Alors que les actions des banques européennes ont plongé en pleine révélation, FinCEN a dénoncé la fuite illégale des fameux documents à la presse. L’unité a averti qu’elle pourrait avoir « un effet sur la sécurité nationale des États-Unis ».
Il convient de noter que la plupart des fuites du FinCEN ne montrent pas comment toutes ces banques et institutions financières blanchissent non seulement des milliards, mais le font ensemble et en coordination les unes avec les autres. L’affaire de fraude 1MDB illustre par exemple clairement ce phénomène.
Effectivement, le ministère américain de la Justice est au milieu du plus grand effort de récupération d’actifs de l’histoire des États-Unis. Il a déposé sa dernière plainte concernant les 300 millions de dollars que le ministère tente de récupérer pour un fonds souverain malaisien de 11,7 milliards de dollars appelé 1MDB. Il s’agit d’un des principaux cas mis en évidence par l’ICIJ dans son rapport sur les documents récemment divulgués. L’affaire 1 Malaysia Development Berhad (1MDB) est un complot international visant à blanchir des fonds détournés de 1MDB. Il s’agirait ni plus ni moins de « l’un des plus grands scandales financiers de tous les temps ».
La plupart des publications du FinCEN pointent du doigt la banque américaine JP Morgan Chase (cf. ses escroqueries sur le marché de l’or et des métaux précieux) qui aurait transféré plus d’un milliard de dollars à Jho Low, l’homme d’affaires principal du scandale.

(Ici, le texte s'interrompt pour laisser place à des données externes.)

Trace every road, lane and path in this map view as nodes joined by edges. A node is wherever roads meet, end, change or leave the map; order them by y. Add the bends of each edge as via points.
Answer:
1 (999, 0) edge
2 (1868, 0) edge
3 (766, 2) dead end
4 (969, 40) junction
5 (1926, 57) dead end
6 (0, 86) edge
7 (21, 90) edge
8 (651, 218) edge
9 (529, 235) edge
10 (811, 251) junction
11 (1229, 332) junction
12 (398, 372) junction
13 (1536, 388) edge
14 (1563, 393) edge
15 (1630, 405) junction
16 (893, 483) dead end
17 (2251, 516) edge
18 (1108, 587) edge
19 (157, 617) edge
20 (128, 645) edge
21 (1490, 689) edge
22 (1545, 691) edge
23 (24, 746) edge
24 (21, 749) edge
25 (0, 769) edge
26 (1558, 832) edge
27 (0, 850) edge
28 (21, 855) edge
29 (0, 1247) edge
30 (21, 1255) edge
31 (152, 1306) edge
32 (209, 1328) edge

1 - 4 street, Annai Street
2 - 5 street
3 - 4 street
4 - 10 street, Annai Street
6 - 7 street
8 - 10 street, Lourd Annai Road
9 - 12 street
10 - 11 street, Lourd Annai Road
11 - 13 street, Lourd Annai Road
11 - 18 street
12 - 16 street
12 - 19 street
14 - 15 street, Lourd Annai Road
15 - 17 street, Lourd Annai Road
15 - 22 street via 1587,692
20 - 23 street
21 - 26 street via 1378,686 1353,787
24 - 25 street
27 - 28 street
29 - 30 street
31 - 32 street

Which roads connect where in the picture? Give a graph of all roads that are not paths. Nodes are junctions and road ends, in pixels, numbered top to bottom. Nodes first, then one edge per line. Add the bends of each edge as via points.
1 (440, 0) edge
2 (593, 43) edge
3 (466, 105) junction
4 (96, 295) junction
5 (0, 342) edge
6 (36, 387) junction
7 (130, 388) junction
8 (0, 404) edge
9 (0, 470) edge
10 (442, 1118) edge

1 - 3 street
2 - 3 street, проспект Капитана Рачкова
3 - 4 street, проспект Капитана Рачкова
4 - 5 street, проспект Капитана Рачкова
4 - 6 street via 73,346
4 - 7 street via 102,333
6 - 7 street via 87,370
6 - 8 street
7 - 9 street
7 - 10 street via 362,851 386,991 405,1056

En fuite depuis des mois, ce dernier est accusé d’avoir détourné de l’argent de 1MDB vers des comptes personnels camouflés pour ressembler à une entreprise légitime.
Mais les documents négligent la position d’une autre banque américaine, Goldman Sachs, qui aurait orchestré une grande partie du plan visant à frauder et léser la Malaisie. 17 cadres actuels et anciens de Goldman Sachs ont d’ailleurs fait face à des poursuites pénales en Malaisie, dont l’ancien vice-président de Goldman Sachs, Michael Evans, qui est maintenant président de la plateforme de commerce électronique chinoise Alibaba. Je reviendrai sur le sujet du pont entre la finance internationale fixée à New York et la Chine dans un prochain article semaine prochaine.
Le gouvernement malaisien a en tout cas récemment décidé d’abandonner les charges contre Goldman Sachs suite à un accord de 2,5 milliards de dollars avec la banque d’investissement. L’argent efface toutes les ardoises, même juridiques… La Deutsche Bank a également participé à cette gigantesque escroquerie contre la Malaisie. Elle a offert des centaines de millions de prêts d’achat d’actions via le fonds 1MDB à l’ancien premier ministre du pays, Najib Razak, qui a depuis été condamné pour corruption, en juillet dernier.
Une conspiration bancaire internationale de plusieurs milliards de dollars
L’objectif du fonds 1MDB était de financer des projets d’infrastructure tels que des projets d’oléoducs et de gazoducs. Pourtant, selon l’article de Business Insider, l’argent a servi à des dépenses extravagantes telles que l’achat d’œuvres d’art, de casino, de champagne et, plus cocasse, la production du film « Le loup de Wall Street ». Cette production cinématographique traite justement de la corruption sans limites de Wall Street, que les mêmes personnes et organisations impliquées dans ce scandale financier pratiquent tous les jours ! Les multiples sens cachés du cinéma hollywoodien n’ont jamais été aussi ironiques.
Il est également confirmé que l’ancien PDG de Goldman Sachs, Lloyd Blankfein (« le banquier qui fait le travail de Dieu »), a rencontré l’ancien Premier ministre malaisien déchu et l’homme d’affaires en fuite, Jho Low, avant le lancement du fonds 1MDB en 2009. Après avoir détruit la Grèce (voir mon article à ce sujet), le saint homme à l’air d’être décidément dans tous les bons coups.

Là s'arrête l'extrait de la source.